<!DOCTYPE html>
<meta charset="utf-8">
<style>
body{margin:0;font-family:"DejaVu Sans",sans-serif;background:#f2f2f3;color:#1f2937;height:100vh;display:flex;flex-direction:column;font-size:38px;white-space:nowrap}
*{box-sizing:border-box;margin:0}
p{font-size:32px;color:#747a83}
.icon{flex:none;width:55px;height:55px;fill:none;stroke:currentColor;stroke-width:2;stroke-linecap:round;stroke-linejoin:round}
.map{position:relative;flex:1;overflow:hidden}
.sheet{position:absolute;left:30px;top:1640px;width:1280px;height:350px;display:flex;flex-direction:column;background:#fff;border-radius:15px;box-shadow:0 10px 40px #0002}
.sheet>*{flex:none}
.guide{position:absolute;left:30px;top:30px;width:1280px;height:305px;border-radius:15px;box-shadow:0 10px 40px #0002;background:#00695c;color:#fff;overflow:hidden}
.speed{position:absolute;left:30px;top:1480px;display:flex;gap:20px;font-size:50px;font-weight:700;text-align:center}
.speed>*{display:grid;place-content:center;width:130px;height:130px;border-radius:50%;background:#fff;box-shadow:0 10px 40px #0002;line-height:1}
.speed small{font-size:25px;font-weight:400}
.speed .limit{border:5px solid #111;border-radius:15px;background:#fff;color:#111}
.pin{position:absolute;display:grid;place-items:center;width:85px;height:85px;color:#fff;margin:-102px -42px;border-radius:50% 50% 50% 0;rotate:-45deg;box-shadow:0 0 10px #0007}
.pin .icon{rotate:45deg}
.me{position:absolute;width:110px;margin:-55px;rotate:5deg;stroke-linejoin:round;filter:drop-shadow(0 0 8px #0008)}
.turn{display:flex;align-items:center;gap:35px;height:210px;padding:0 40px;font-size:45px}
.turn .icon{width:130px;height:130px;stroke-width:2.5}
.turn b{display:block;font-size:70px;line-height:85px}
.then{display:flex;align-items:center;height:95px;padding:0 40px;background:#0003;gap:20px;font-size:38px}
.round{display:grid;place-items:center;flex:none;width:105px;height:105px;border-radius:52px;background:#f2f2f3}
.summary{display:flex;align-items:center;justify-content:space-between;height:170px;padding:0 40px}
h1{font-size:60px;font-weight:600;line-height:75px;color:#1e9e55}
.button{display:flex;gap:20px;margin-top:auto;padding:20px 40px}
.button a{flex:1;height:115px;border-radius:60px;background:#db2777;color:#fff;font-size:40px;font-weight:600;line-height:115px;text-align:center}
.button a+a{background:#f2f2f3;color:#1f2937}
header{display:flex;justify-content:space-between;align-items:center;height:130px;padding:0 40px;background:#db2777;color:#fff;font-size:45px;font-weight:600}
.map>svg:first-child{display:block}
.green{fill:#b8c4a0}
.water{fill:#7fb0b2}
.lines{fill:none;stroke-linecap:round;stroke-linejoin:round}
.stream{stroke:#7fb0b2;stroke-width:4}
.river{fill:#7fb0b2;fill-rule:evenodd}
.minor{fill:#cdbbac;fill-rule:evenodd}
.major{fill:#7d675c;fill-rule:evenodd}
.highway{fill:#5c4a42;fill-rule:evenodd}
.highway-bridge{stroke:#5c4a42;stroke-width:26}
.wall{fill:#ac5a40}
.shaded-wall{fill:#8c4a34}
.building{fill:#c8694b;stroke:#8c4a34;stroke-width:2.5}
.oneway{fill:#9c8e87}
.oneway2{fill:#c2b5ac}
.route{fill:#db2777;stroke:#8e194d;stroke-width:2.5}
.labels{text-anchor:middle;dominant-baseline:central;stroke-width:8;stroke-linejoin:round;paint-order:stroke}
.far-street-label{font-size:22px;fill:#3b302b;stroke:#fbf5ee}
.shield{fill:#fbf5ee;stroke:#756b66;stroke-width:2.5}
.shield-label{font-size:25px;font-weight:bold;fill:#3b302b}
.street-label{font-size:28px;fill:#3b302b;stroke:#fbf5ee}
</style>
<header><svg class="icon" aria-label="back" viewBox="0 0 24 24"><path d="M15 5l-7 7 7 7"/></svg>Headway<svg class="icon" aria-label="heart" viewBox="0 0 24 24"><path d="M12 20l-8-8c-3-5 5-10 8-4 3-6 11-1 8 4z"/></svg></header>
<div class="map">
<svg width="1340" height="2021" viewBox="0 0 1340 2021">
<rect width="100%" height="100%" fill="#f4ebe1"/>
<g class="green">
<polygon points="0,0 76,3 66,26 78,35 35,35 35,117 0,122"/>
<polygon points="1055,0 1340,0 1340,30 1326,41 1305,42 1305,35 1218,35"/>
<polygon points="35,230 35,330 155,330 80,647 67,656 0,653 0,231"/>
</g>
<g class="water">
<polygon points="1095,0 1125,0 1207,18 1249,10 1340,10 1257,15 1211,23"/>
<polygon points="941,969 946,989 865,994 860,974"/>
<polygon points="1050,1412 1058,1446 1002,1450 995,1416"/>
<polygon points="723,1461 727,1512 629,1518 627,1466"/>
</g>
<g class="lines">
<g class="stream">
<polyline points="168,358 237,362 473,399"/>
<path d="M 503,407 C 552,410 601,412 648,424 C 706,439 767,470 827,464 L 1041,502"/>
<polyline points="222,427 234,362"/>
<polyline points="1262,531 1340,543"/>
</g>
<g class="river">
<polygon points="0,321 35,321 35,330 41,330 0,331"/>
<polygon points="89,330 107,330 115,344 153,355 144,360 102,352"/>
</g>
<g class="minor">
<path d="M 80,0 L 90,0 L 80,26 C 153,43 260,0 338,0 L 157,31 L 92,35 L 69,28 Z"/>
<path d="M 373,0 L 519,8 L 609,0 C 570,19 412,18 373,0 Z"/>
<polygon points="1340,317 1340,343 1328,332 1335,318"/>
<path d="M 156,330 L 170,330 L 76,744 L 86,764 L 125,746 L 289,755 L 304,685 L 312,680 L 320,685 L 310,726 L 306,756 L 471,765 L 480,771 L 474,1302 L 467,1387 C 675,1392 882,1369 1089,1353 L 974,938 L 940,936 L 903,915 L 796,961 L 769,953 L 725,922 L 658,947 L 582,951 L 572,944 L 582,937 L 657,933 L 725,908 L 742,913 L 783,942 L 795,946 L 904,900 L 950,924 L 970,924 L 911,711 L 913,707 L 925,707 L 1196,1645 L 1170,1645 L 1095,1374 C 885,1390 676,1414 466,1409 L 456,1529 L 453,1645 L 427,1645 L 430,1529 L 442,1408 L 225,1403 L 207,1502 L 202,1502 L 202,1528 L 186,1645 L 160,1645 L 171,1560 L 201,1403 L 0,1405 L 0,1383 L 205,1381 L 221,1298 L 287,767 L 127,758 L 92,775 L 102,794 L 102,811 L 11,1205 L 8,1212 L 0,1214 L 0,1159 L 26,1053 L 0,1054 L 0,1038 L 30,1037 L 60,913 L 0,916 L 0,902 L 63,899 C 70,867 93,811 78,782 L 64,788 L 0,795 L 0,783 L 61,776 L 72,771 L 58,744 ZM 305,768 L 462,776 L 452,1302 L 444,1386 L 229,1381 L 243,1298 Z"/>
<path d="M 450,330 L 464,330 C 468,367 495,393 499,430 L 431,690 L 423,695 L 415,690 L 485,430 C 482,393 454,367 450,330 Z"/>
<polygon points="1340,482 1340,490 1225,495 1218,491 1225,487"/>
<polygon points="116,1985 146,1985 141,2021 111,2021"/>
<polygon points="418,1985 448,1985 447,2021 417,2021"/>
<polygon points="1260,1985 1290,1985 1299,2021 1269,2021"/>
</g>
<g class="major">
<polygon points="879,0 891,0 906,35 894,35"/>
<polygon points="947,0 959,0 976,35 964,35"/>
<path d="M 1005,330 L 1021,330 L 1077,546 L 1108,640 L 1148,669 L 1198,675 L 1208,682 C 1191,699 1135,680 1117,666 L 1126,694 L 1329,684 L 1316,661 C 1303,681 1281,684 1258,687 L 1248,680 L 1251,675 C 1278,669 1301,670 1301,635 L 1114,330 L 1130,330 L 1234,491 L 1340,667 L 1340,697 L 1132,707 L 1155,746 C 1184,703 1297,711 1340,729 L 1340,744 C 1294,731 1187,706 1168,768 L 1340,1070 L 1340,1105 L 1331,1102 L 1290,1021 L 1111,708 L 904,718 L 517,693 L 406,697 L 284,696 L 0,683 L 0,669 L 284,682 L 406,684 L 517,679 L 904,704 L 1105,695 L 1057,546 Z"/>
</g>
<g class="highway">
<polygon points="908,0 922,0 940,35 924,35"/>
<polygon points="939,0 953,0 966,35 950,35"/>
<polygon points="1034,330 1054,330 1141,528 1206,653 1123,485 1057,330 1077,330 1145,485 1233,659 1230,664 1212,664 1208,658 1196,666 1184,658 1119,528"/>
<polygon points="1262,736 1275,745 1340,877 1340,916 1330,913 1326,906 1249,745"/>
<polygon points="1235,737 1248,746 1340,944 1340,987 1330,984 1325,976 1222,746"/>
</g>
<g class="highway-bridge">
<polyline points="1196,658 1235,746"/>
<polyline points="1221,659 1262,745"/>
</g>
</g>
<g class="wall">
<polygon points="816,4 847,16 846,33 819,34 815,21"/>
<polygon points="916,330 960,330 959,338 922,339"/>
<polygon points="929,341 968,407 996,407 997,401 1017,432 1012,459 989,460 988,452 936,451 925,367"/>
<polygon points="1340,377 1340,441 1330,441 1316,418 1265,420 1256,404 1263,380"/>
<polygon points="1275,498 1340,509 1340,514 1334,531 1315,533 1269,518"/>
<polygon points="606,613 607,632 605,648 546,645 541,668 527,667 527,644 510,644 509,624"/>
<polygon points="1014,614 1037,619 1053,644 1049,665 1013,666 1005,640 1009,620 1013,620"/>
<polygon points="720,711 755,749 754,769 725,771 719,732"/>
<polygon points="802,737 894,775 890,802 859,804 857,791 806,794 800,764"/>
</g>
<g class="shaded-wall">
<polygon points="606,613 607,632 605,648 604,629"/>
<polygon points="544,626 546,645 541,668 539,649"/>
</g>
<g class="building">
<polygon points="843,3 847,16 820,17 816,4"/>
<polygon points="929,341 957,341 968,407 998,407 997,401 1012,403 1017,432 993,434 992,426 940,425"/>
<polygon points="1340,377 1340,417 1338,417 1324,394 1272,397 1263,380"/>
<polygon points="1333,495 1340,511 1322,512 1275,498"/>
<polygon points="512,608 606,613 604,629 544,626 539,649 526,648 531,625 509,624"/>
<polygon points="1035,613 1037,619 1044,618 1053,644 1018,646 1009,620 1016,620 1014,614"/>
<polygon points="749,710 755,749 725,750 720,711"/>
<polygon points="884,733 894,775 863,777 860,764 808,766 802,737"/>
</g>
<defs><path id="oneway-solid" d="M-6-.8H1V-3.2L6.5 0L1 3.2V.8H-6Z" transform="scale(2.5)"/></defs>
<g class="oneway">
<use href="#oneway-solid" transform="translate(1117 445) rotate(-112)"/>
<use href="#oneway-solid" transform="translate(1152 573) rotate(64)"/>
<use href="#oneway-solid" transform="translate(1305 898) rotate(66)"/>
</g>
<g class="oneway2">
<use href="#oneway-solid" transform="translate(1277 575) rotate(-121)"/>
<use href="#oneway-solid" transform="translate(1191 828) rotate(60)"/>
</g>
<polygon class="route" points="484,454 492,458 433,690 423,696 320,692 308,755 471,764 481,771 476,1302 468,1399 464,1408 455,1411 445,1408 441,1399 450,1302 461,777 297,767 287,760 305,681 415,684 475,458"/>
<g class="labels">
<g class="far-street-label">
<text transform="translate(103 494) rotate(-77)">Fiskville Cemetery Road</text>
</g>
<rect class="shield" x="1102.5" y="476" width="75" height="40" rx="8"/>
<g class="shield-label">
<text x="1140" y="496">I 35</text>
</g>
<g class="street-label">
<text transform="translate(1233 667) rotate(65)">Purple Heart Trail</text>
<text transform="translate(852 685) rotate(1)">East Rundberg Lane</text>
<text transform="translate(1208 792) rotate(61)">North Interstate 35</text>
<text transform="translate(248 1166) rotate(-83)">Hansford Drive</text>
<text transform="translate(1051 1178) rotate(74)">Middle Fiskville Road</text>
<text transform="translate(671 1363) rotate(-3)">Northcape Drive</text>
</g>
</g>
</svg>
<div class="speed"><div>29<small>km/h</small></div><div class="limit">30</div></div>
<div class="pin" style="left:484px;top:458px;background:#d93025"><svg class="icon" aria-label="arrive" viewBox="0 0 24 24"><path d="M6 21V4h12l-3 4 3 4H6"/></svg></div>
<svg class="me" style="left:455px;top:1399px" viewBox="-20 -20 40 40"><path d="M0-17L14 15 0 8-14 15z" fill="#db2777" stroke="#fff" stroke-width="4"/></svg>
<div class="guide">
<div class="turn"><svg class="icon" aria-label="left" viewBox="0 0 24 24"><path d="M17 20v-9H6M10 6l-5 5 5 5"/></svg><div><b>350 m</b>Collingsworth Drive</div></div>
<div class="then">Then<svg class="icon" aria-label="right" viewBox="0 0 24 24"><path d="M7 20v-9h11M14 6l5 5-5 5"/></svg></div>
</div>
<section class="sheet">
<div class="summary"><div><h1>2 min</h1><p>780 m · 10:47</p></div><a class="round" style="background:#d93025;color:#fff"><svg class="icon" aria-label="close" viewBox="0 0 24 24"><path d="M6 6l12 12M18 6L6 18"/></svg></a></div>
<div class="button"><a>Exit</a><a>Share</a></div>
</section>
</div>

* * *

_Assigned task_.
From the line that contains "min</h1><p>780 m ·" through the end of the records above, print every line exactly and nothing else.

_Output of the task_.
<div class="summary"><div><h1>2 min</h1><p>780 m · 10:47</p></div><a class="round" style="background:#d93025;color:#fff"><svg class="icon" aria-label="close" viewBox="0 0 24 24"><path d="M6 6l12 12M18 6L6 18"/></svg></a></div>
<div class="button"><a>Exit</a><a>Share</a></div>
</section>
</div>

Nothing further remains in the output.